Springtime Warmth Envelopes Most Of Nation, But Watch Those Winds And Wildfires!

There's a very high danger of wildfires today in the areas
of this map shaded in orange, and especially
in those areas in red and pink.
Where I live in St. Albans, Vermont, there's a typical February winter chill this morning.

The temperature is hovering around 10 degrees, there's an icy northwest breeze and some snow flurries are just tapering off.

My location is pretty much an exception for the nation.  Quite a huge warm wave is enveloping much of the nation this week.

The southern and central Plains are ground zero for this heat wave, where many record highs will fall today and tomorrow. High tempertures will reach the 80s as far north as Kansas and the 70s as far north as western South Dakota.

This is February, people!

HEAT, FIRES AND WIND

The big news with this heat is the extreme fire danger today in much of the southern Plains. In some areas, especially the Texas and Oklahoma panhandles, the relative humidity will be an incredibly dry 5 to 10 percent, winds will gust over 30 mph and there will be those record high temperatures.

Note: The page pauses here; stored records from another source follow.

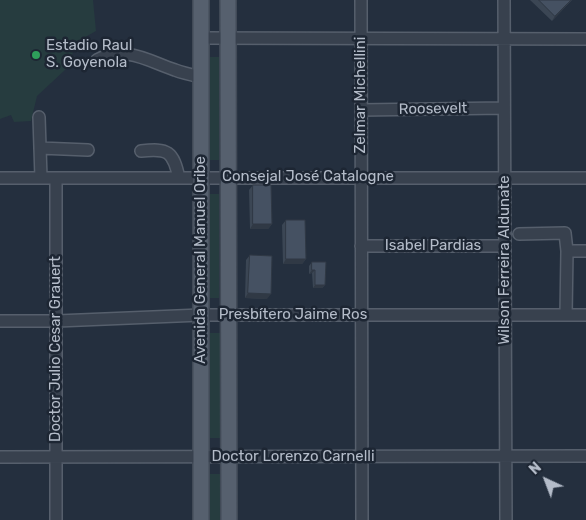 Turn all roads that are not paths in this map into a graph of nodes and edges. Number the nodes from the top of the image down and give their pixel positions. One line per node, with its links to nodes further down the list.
1 (201, 0): 5 (main road, Avenida General Manuel Oribe)
2 (228, 0): 7 (main road, Avenida General Manuel Oribe)
3 (360, 0): 8 (street, Zelmar Michellini)
4 (504, 0): 6 (street, Wilson Ferreira Aldunate)
5 (201, 38): 7 (street); 11 (main road, Avenida General Manuel Oribe)
6 (504, 38): 8 (street); 9 (street); 12 (street, Wilson Ferreira Aldunate)
7 (228, 39): 8 (street); 25 (main road, Avenida General Manuel Oribe)
8 (361, 39): 13 (street, Zelmar Michellini)
9 (586, 39)
10 (97, 60): 11 (street)
11 (201, 77): 24 (main road, Avenida General Manuel Oribe)
12 (504, 108): 13 (street, Roosevelt); 19 (street, Wilson Ferreira Aldunate)
13 (362, 110): 18 (street, Zelmar Michellini)
14 (39, 117): 15 (street)
15 (40, 148): 16 (street); 21 (street)
16 (88, 150)
17 (141, 151): 23 (street)
18 (361, 177): 19 (street, Consejal José Catalogne); 25 (street, Consejal José Catalogne); 28 (street, Zelmar Michellini)
19 (504, 177): 26 (street, Consejal José Catalogne); 29 (street, Wilson Ferreira Aldunate)
20 (0, 178): 21 (street, Consejal José Catalogne)
21 (40, 178): 22 (street, Consejal José Catalogne)
22 (56, 178): 23 (street, Consejal José Catalogne); 39 (street, Doctor Julio Cesar Grauert)
23 (180, 178): 24 (street, Consejal José Catalogne)
24 (200, 178): 25 (street, Consejal José Catalogne); 33 (main road, Avenida General Manuel Oribe)
25 (229, 178): 36 (main road, Avenida General Manuel Oribe)
26 (586, 178)
27 (519, 234): 30 (street)
28 (361, 246): 29 (street, Isabel Pardias); 32 (street, Zelmar Michellini)
29 (504, 246): 37 (street, Wilson Ferreira Aldunate)
30 (567, 251): 31 (street); 34 (street)
31 (586, 251)
32 (360, 314): 36 (street, Presbítero Jaime Ros); 37 (street, Presbítero Jaime Ros); 41 (street, Zelmar Michellini)
33 (201, 315): 36 (street, Presbítero Jaime Ros); 39 (street, Presbítero Jaime Ros); 46 (main road, Avenida General Manuel Oribe)
34 (566, 315): 35 (street, Presbítero Jaime Ros); 37 (street, Presbítero Jaime Ros)
35 (586, 315)
36 (230, 316): 40 (main road, Avenida General Manuel Oribe)
37 (505, 316): 42 (street, Wilson Ferreira Aldunate)
38 (0, 320): 39 (street, Presbítero Jaime Ros)
39 (57, 321): 45 (street, Doctor Julio Cesar Grauert)
40 (229, 456): 41 (street, Doctor Lorenzo Carnelli); 46 (street, Doctor Lorenzo Carnelli); 49 (main road, Avenida General Manuel Oribe)
41 (362, 456): 42 (street, Doctor Lorenzo Carnelli); 50 (street, Zelmar Michellini)
42 (505, 456): 43 (street, Doctor Lorenzo Carnelli); 51 (street, Wilson Ferreira Aldunate)
43 (586, 456)
44 (0, 457): 45 (street, Doctor Lorenzo Carnelli)
45 (56, 457): 46 (street, Doctor Lorenzo Carnelli); 47 (street, Doctor Julio Cesar Grauert)
46 (201, 457): 48 (main road, Avenida General Manuel Oribe)
47 (56, 520)
48 (201, 520)
49 (229, 520)
50 (362, 520)
51 (506, 520) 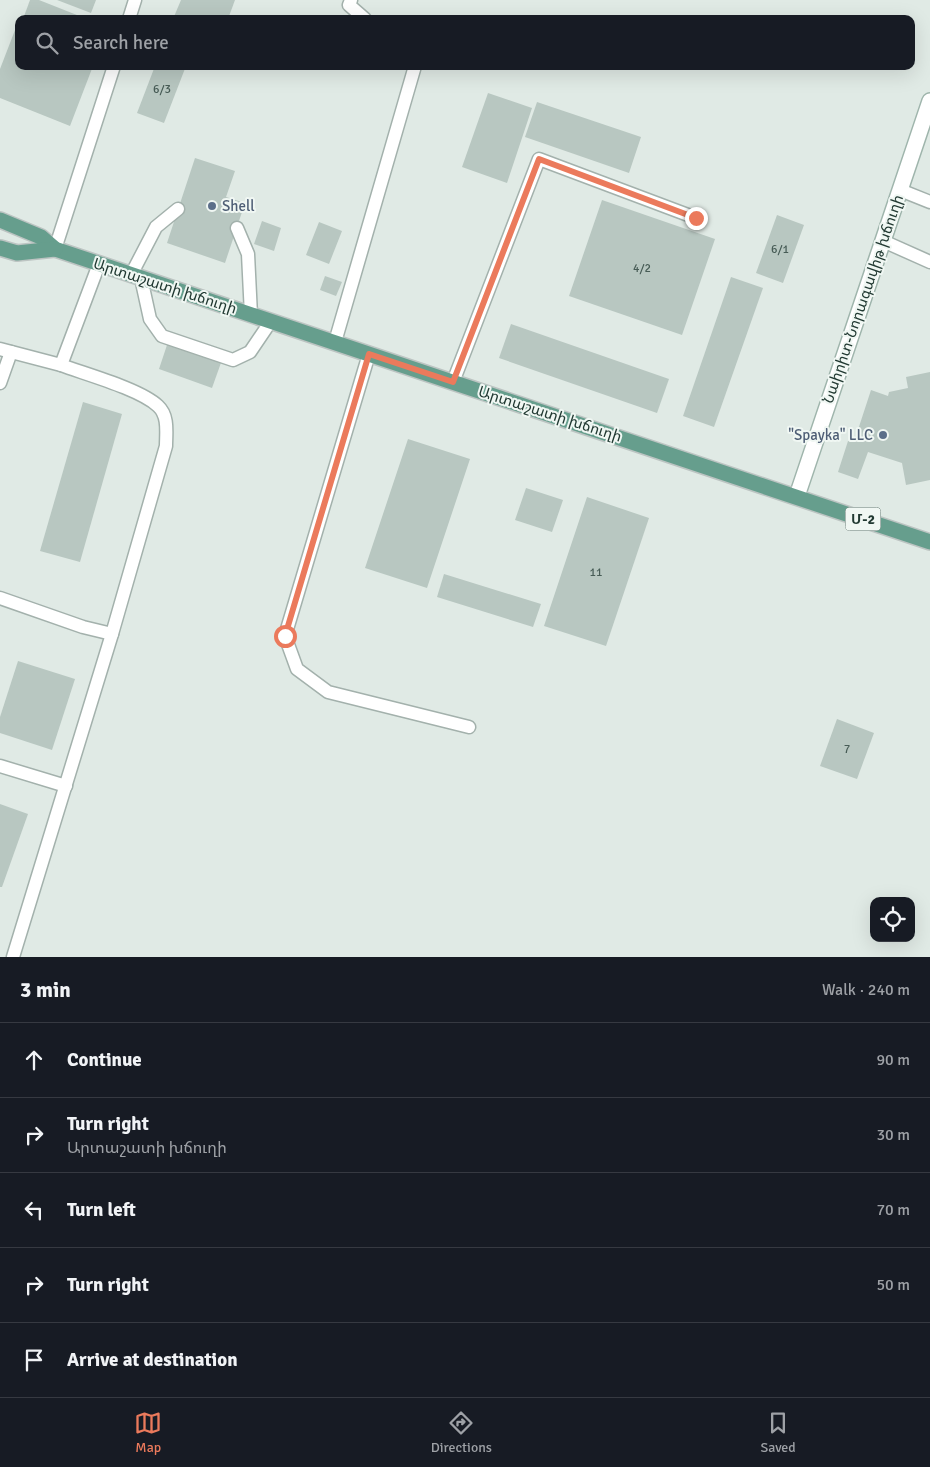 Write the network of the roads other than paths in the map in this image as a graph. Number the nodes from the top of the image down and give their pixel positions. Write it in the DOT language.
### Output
graph roads {
  1 [pos="135,0"];
  2 [pos="351,0"];
  3 [pos="130,15"];
  4 [pos="360,15"];
  5 [pos="113,70"];
  6 [pos="413,70"];
  7 [pos="930,101"];
  8 [pos="900,190"];
  9 [pos="930,202"];
  10 [pos="178,209"];
  11 [pos="696,218"];
  12 [pos="0,220"];
  13 [pos="237,228"];
  14 [pos="883,241"];
  15 [pos="0,248"];
  16 [pos="55,249"];
  17 [pos="930,262"];
  18 [pos="99,264"];
  19 [pos="136,276"];
  20 [pos="252,315"];
  21 [pos="271,321"];
  22 [pos="335,342"];
  23 [pos="6,350"];
  24 [pos="369,354"];
  25 [pos="61,365"];
  26 [pos="453,382"];
  27 [pos="0,383"];
  28 [pos="796,496"];
  29 [pos="930,542"];
  30 [pos="0,598"];
  31 [pos="112,634"];
  32 [pos="470,727"];
  33 [pos="0,766"];
  34 [pos="66,786"];
  35 [pos="13,957"];
  1 -- 3 [label="lane"];
  2 -- 4 [label="lane"];
  5 -- 16 [label="lane"];
  6 -- 22 [label="lane"];
  7 -- 8 [label="street, Նաիրիտ-Նորագավիթ խճուղի"];
  8 -- 9 [label="lane"];
  8 -- 14 [label="street, Նաիրիտ-Նորագավիթ խճուղի"];
  10 -- 19 [label="lane"];
  11 -- 26 [label="lane"];
  12 -- 16 [label="main road, Արտաշատի խճուղի / Մ-2"];
  13 -- 20 [label="lane"];
  14 -- 17 [label="lane"];
  14 -- 28 [label="street, Նաիրիտ-Նորագավիթ խճուղի"];
  15 -- 16 [label="main road, Արտաշատի խճուղի / Մ-2"];
  16 -- 18 [label="main road, Արտաշատի խճուղի / Մ-2"];
  18 -- 19 [label="main road, Արտաշատի խճուղի / Մ-2"];
  18 -- 25 [label="lane"];
  19 -- 20 [label="main road, Արտաշատի խճուղի / Մ-2"];
  19 -- 21 [label="lane"];
  20 -- 21 [label="main road, Արտաշատի խճուղի / Մ-2"];
  21 -- 22 [label="main road, Արտաշատի խճուղի / Մ-2"];
  22 -- 24 [label="main road, Արտաշատի խճուղի / Մ-2"];
  23 -- 25 [label="lane"];
  23 -- 27 [label="lane"];
  24 -- 26 [label="main road, Արտաշատի խճուղի / Մ-2"];
  24 -- 32 [label="lane"];
  25 -- 31 [label="lane"];
  26 -- 28 [label="main road, Արտաշատի խճուղի / Մ-2"];
  28 -- 29 [label="main road, Արտաշատի խճուղի / Մ-2"];
  30 -- 31 [label="lane"];
  31 -- 34 [label="lane"];
  33 -- 34 [label="lane"];
  34 -- 35 [label="lane"];
} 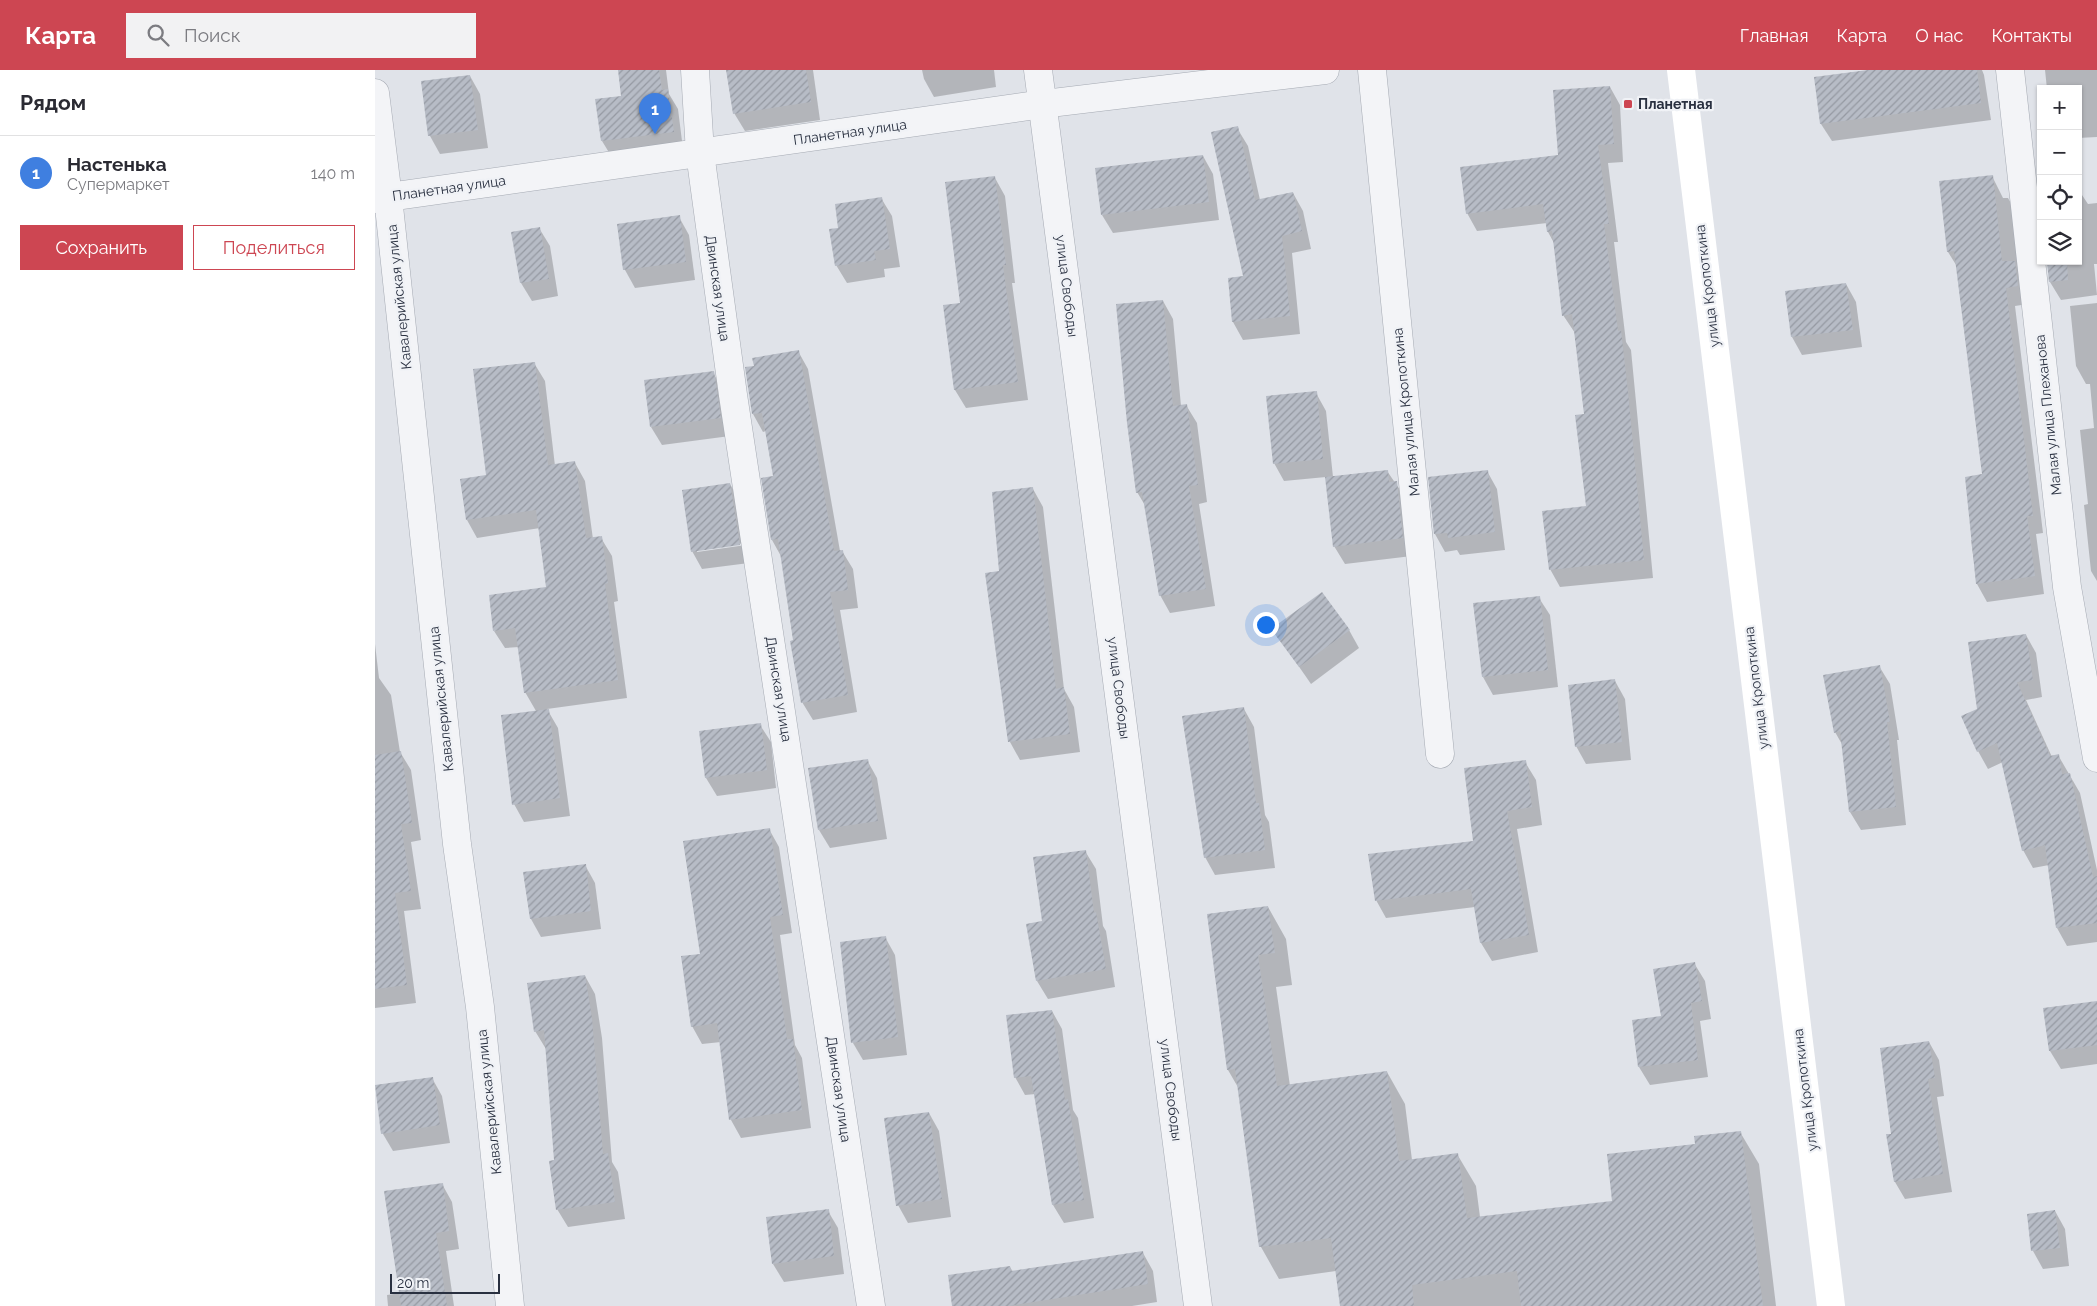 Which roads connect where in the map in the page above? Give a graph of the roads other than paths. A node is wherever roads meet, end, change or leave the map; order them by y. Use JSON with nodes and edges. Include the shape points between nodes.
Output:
{"nodes":[{"id":1,"x":695,"y":70,"type":"edge"},
{"id":2,"x":1038,"y":70,"type":"edge"},
{"id":3,"x":1325,"y":70,"type":"edge"},
{"id":4,"x":1372,"y":70,"type":"edge"},
{"id":5,"x":1681,"y":70,"type":"edge"},
{"id":6,"x":2010,"y":70,"type":"edge"},
{"id":7,"x":375,"y":92,"type":"edge"},
{"id":8,"x":1043,"y":104,"type":"junction"},
{"id":9,"x":700,"y":153,"type":"junction"},
{"id":10,"x":382,"y":198,"type":"edge"},
{"id":11,"x":1441,"y":754,"type":"dead end"},
{"id":12,"x":2097,"y":758,"type":"edge"},
{"id":13,"x":509,"y":1306,"type":"edge"},
{"id":14,"x":871,"y":1306,"type":"edge"},
{"id":15,"x":1199,"y":1306,"type":"edge"},
{"id":16,"x":1831,"y":1306,"type":"edge"}],
"edges":[{"from":1,"to":9,"type":"street","name":"Двинская улица"},
{"from":2,"to":8,"type":"street","name":"улица Свободы"},
{"from":3,"to":8,"type":"street","name":"Планетная улица"},
{"from":4,"to":11,"type":"street","name":"Малая улица Кропоткина"},
{"from":5,"to":16,"type":"main road","name":"улица Кропоткина"},
{"from":6,"to":12,"type":"street","name":"Малая улица Плеханова","via":[[2067,587]]},
{"from":7,"to":10,"type":"street","name":"Кавалерийская улица"},
{"from":8,"to":9,"type":"street","name":"Планетная улица"},
{"from":8,"to":15,"type":"street","name":"улица Свободы"},
{"from":9,"to":10,"type":"street","name":"Планетная улица"},
{"from":9,"to":14,"type":"street","name":"Двинская улица","via":[[733,395]]},
{"from":10,"to":13,"type":"street","name":"Кавалерийская улица","via":[[479,1007]]}]}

You can see why there's such a critical fire danger in this area. Let's hope we don't get any boneheads setting their brush piles ablaze today, or throwing their cigarette butts out the car window.

Almost the whole western half of the nation is windy today. High wind warnings are widespread through the Rockies, western Plains an parts of California and Oregon.

There might even be one or two springlike severe thunderstorms in northeastern Utah, southern Wyoming and northwestern Colorado today.

SPREADING EAST

The warmth will spread east over the next couple of days, and will flush the seasonably cold air out of New England by the weekend.

I don't expect record highs in the eastern United States this weekend like there are in the Plains now, but temperatures will probably reach the 50s as far north as southern New England and get well into the 40s in places like northern New York, Vermont and New Hampshire.

In northern New England, maple sugaring season normally starts in very late February and early March, but it has been going since early February. And it looks like another sap run in the maples is coming this weekend.

BUT IT'S STILL WINTER

If you think spring is here with these warm temperatures, forget it. Signs are pointing to some sort of storm along the Eastern Seaboard around the middle of next week.

The atmospheric energy that would create this storm is still way out over the Pacific. There's not much opportunity to gather much data from a system that's over there, which makes it hard right now to predict what kind of storm will gather in the United States.

But there's an increasing chance that somebody in the Northeast is going to get another snowstorm, somewhat like last week, when parts of western New York got buried in a foot and a half of snow. (Ottawa, Ontario, Canada, set a 24 hour snowfall record with 20.7 inches in that storm.)

It's still way too soon to tell which area of the Northeast, if any, will get a snowstorm, but we need to keep watching this one to see what will happen.  We'll know more once the ingredients to this potential storm hit the western United States in two or three more days.